Exercise prompt
The whole answer is the data below, retyped exactly.

+-------+

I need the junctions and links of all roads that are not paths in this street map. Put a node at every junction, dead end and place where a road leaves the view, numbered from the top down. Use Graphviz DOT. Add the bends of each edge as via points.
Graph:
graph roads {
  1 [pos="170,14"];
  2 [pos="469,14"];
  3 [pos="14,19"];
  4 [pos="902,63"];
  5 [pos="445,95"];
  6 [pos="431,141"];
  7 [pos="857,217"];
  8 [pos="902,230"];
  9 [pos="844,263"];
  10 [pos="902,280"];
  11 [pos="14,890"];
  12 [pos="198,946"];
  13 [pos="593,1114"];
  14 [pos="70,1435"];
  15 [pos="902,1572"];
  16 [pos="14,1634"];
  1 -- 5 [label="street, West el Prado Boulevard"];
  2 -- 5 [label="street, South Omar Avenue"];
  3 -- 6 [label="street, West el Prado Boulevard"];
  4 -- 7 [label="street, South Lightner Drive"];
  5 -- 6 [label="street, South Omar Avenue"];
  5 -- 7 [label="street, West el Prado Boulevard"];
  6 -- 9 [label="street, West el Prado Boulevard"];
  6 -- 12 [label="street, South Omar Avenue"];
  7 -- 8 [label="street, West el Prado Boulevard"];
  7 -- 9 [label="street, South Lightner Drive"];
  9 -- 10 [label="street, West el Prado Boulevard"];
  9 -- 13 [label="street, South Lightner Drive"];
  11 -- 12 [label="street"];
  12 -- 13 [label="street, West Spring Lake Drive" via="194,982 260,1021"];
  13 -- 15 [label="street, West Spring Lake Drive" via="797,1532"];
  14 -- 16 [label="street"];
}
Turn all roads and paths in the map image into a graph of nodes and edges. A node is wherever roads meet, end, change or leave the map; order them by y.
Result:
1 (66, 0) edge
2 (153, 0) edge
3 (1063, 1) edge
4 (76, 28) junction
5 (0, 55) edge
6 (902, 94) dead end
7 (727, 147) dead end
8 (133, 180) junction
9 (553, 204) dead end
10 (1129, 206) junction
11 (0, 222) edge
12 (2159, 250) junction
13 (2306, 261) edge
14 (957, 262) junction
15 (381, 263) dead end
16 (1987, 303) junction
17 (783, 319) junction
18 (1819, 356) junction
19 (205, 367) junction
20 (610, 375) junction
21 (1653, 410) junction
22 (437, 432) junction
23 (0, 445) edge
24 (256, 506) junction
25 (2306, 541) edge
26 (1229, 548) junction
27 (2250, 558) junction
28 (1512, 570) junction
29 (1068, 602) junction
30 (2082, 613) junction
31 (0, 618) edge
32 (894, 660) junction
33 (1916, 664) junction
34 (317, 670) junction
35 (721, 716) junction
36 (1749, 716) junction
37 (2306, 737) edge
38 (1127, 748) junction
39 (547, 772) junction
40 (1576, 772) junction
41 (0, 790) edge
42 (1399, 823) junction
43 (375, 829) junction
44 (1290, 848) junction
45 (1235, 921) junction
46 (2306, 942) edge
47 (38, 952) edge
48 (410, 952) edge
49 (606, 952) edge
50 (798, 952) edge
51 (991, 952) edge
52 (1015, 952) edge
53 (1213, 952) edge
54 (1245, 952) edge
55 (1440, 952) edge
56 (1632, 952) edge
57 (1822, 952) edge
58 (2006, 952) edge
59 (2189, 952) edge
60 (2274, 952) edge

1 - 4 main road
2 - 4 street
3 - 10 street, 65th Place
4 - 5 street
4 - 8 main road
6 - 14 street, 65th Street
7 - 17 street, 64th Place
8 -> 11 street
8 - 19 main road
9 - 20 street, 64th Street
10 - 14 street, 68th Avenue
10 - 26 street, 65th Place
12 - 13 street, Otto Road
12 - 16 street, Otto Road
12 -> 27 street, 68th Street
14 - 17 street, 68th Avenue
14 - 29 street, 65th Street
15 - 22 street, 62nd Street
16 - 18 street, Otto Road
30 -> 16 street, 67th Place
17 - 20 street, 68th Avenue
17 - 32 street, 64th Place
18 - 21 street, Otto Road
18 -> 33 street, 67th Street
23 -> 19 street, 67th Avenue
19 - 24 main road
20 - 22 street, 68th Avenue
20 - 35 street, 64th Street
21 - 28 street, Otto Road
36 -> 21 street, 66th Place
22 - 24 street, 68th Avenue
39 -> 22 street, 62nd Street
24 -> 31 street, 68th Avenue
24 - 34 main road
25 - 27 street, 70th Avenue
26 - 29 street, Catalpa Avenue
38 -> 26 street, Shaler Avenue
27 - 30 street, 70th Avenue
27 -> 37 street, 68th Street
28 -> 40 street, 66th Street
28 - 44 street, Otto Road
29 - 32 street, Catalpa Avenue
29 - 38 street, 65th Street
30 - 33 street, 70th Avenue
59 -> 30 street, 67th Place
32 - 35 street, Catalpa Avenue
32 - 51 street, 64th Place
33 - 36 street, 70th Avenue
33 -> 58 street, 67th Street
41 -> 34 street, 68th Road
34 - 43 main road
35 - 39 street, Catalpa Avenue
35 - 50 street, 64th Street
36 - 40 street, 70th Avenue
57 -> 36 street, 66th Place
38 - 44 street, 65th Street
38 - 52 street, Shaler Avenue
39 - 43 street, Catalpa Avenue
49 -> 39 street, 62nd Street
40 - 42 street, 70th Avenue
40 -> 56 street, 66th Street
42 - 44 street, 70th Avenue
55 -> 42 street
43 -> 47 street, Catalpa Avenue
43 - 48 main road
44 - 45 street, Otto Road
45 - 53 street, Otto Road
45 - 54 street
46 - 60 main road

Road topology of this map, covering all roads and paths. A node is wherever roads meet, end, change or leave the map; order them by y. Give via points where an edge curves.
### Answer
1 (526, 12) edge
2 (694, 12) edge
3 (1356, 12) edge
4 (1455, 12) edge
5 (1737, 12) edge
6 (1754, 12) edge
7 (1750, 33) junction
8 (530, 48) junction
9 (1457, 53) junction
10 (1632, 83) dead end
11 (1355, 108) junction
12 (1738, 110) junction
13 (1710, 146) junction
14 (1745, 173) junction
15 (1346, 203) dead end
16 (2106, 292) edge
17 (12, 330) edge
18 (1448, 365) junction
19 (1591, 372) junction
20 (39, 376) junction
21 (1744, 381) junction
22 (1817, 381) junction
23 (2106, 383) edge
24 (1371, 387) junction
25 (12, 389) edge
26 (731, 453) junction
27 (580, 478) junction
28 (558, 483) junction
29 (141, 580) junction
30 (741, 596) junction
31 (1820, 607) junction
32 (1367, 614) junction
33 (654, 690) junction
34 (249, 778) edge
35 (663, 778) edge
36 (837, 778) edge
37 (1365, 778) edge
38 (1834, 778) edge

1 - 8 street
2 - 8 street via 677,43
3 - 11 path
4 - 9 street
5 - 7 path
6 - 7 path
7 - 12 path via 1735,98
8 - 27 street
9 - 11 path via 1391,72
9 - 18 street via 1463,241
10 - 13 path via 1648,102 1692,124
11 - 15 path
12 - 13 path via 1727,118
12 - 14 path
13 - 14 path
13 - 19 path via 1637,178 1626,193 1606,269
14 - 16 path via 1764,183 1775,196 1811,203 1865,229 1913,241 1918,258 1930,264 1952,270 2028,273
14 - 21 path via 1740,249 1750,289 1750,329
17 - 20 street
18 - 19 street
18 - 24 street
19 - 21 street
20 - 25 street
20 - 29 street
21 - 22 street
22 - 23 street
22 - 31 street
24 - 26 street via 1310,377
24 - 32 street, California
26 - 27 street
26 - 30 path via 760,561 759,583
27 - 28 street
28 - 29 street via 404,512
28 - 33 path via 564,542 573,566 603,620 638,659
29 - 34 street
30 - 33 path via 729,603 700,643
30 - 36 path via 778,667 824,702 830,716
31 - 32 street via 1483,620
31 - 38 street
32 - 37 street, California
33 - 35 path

+-------+

Response
I need the junctions and links of all roads that are not paths in this street map. Put a node at every junction, dead end and place where a road leaves the view, numbered from the top down. Use Graphviz DOT. Add the bends of each edge as via points.
Graph:
graph roads {
  1 [pos="170,14"];
  2 [pos="469,14"];
  3 [pos="14,19"];
  4 [pos="902,63"];
  5 [pos="445,95"];
  6 [pos="431,141"];
  7 [pos="857,217"];
  8 [pos="902,230"];
  9 [pos="844,263"];
  10 [pos="902,280"];
  11 [pos="14,890"];
  12 [pos="198,946"];
  13 [pos="593,1114"];
  14 [pos="70,1435"];
  15 [pos="902,1572"];
  16 [pos="14,1634"];
  1 -- 5 [label="street, West el Prado Boulevard"];
  2 -- 5 [label="street, South Omar Avenue"];
  3 -- 6 [label="street, West el Prado Boulevard"];
  4 -- 7 [label="street, South Lightner Drive"];
  5 -- 6 [label="street, South Omar Avenue"];
  5 -- 7 [label="street, West el Prado Boulevard"];
  6 -- 9 [label="street, West el Prado Boulevard"];
  6 -- 12 [label="street, South Omar Avenue"];
  7 -- 8 [label="street, West el Prado Boulevard"];
  7 -- 9 [label="street, South Lightner Drive"];
  9 -- 10 [label="street, West el Prado Boulevard"];
  9 -- 13 [label="street, South Lightner Drive"];
  11 -- 12 [label="street"];
  12 -- 13 [label="street, West Spring Lake Drive" via="194,982 260,1021"];
  13 -- 15 [label="street, West Spring Lake Drive" via="797,1532"];
  14 -- 16 [label="street"];
}
Turn all roads and paths in the map image into a graph of nodes and edges. A node is wherever roads meet, end, change or leave the map; order them by y.
Result:
1 (66, 0) edge
2 (153, 0) edge
3 (1063, 1) edge
4 (76, 28) junction
5 (0, 55) edge
6 (902, 94) dead end
7 (727, 147) dead end
8 (133, 180) junction
9 (553, 204) dead end
10 (1129, 206) junction
11 (0, 222) edge
12 (2159, 250) junction
13 (2306, 261) edge
14 (957, 262) junction
15 (381, 263) dead end
16 (1987, 303) junction
17 (783, 319) junction
18 (1819, 356) junction
19 (205, 367) junction
20 (610, 375) junction
21 (1653, 410) junction
22 (437, 432) junction
23 (0, 445) edge
24 (256, 506) junction
25 (2306, 541) edge
26 (1229, 548) junction
27 (2250, 558) junction
28 (1512, 570) junction
29 (1068, 602) junction
30 (2082, 613) junction
31 (0, 618) edge
32 (894, 660) junction
33 (1916, 664) junction
34 (317, 670) junction
35 (721, 716) junction
36 (1749, 716) junction
37 (2306, 737) edge
38 (1127, 748) junction
39 (547, 772) junction
40 (1576, 772) junction
41 (0, 790) edge
42 (1399, 823) junction
43 (375, 829) junction
44 (1290, 848) junction
45 (1235, 921) junction
46 (2306, 942) edge
47 (38, 952) edge
48 (410, 952) edge
49 (606, 952) edge
50 (798, 952) edge
51 (991, 952) edge
52 (1015, 952) edge
53 (1213, 952) edge
54 (1245, 952) edge
55 (1440, 952) edge
56 (1632, 952) edge
57 (1822, 952) edge
58 (2006, 952) edge
59 (2189, 952) edge
60 (2274, 952) edge

1 - 4 main road
2 - 4 street
3 - 10 street, 65th Place
4 - 5 street
4 - 8 main road
6 - 14 street, 65th Street
7 - 17 street, 64th Place
8 -> 11 street
8 - 19 main road
9 - 20 street, 64th Street
10 - 14 street, 68th Avenue
10 - 26 street, 65th Place
12 - 13 street, Otto Road
12 - 16 street, Otto Road
12 -> 27 street, 68th Street
14 - 17 street, 68th Avenue
14 - 29 street, 65th Street
15 - 22 street, 62nd Street
16 - 18 street, Otto Road
30 -> 16 street, 67th Place
17 - 20 street, 68th Avenue
17 - 32 street, 64th Place
18 - 21 street, Otto Road
18 -> 33 street, 67th Street
23 -> 19 street, 67th Avenue
19 - 24 main road
20 - 22 street, 68th Avenue
20 - 35 street, 64th Street
21 - 28 street, Otto Road
36 -> 21 street, 66th Place
22 - 24 street, 68th Avenue
39 -> 22 street, 62nd Street
24 -> 31 street, 68th Avenue
24 - 34 main road
25 - 27 street, 70th Avenue
26 - 29 street, Catalpa Avenue
38 -> 26 street, Shaler Avenue
27 - 30 street, 70th Avenue
27 -> 37 street, 68th Street
28 -> 40 street, 66th Street
28 - 44 street, Otto Road
29 - 32 street, Catalpa Avenue
29 - 38 street, 65th Street
30 - 33 street, 70th Avenue
59 -> 30 street, 67th Place
32 - 35 street, Catalpa Avenue
32 - 51 street, 64th Place
33 - 36 street, 70th Avenue
33 -> 58 street, 67th Street
41 -> 34 street, 68th Road
34 - 43 main road
35 - 39 street, Catalpa Avenue
35 - 50 street, 64th Street
36 - 40 street, 70th Avenue
57 -> 36 street, 66th Place
38 - 44 street, 65th Street
38 - 52 street, Shaler Avenue
39 - 43 street, Catalpa Avenue
49 -> 39 street, 62nd Street
40 - 42 street, 70th Avenue
40 -> 56 street, 66th Street
42 - 44 street, 70th Avenue
55 -> 42 street
43 -> 47 street, Catalpa Avenue
43 - 48 main road
44 - 45 street, Otto Road
45 - 53 street, Otto Road
45 - 54 street
46 - 60 main road

Road topology of this map, covering all roads and paths. A node is wherever roads meet, end, change or leave the map; order them by y. Give via points where an edge curves.
### Answer
1 (526, 12) edge
2 (694, 12) edge
3 (1356, 12) edge
4 (1455, 12) edge
5 (1737, 12) edge
6 (1754, 12) edge
7 (1750, 33) junction
8 (530, 48) junction
9 (1457, 53) junction
10 (1632, 83) dead end
11 (1355, 108) junction
12 (1738, 110) junction
13 (1710, 146) junction
14 (1745, 173) junction
15 (1346, 203) dead end
16 (2106, 292) edge
17 (12, 330) edge
18 (1448, 365) junction
19 (1591, 372) junction
20 (39, 376) junction
21 (1744, 381) junction
22 (1817, 381) junction
23 (2106, 383) edge
24 (1371, 387) junction
25 (12, 389) edge
26 (731, 453) junction
27 (580, 478) junction
28 (558, 483) junction
29 (141, 580) junction
30 (741, 596) junction
31 (1820, 607) junction
32 (1367, 614) junction
33 (654, 690) junction
34 (249, 778) edge
35 (663, 778) edge
36 (837, 778) edge
37 (1365, 778) edge
38 (1834, 778) edge

1 - 8 street
2 - 8 street via 677,43
3 - 11 path
4 - 9 street
5 - 7 path
6 - 7 path
7 - 12 path via 1735,98
8 - 27 street
9 - 11 path via 1391,72
9 - 18 street via 1463,241
10 - 13 path via 1648,102 1692,124
11 - 15 path
12 - 13 path via 1727,118
12 - 14 path
13 - 14 path
13 - 19 path via 1637,178 1626,193 1606,269
14 - 16 path via 1764,183 1775,196 1811,203 1865,229 1913,241 1918,258 1930,264 1952,270 2028,273
14 - 21 path via 1740,249 1750,289 1750,329
17 - 20 street
18 - 19 street
18 - 24 street
19 - 21 street
20 - 25 street
20 - 29 street
21 - 22 street
22 - 23 street
22 - 31 street
24 - 26 street via 1310,377
24 - 32 street, California
26 - 27 street
26 - 30 path via 760,561 759,583
27 - 28 street
28 - 29 street via 404,512
28 - 33 path via 564,542 573,566 603,620 638,659
29 - 34 street
30 - 33 path via 729,603 700,643
30 - 36 path via 778,667 824,702 830,716
31 - 32 street via 1483,620
31 - 38 street
32 - 37 street, California
33 - 35 path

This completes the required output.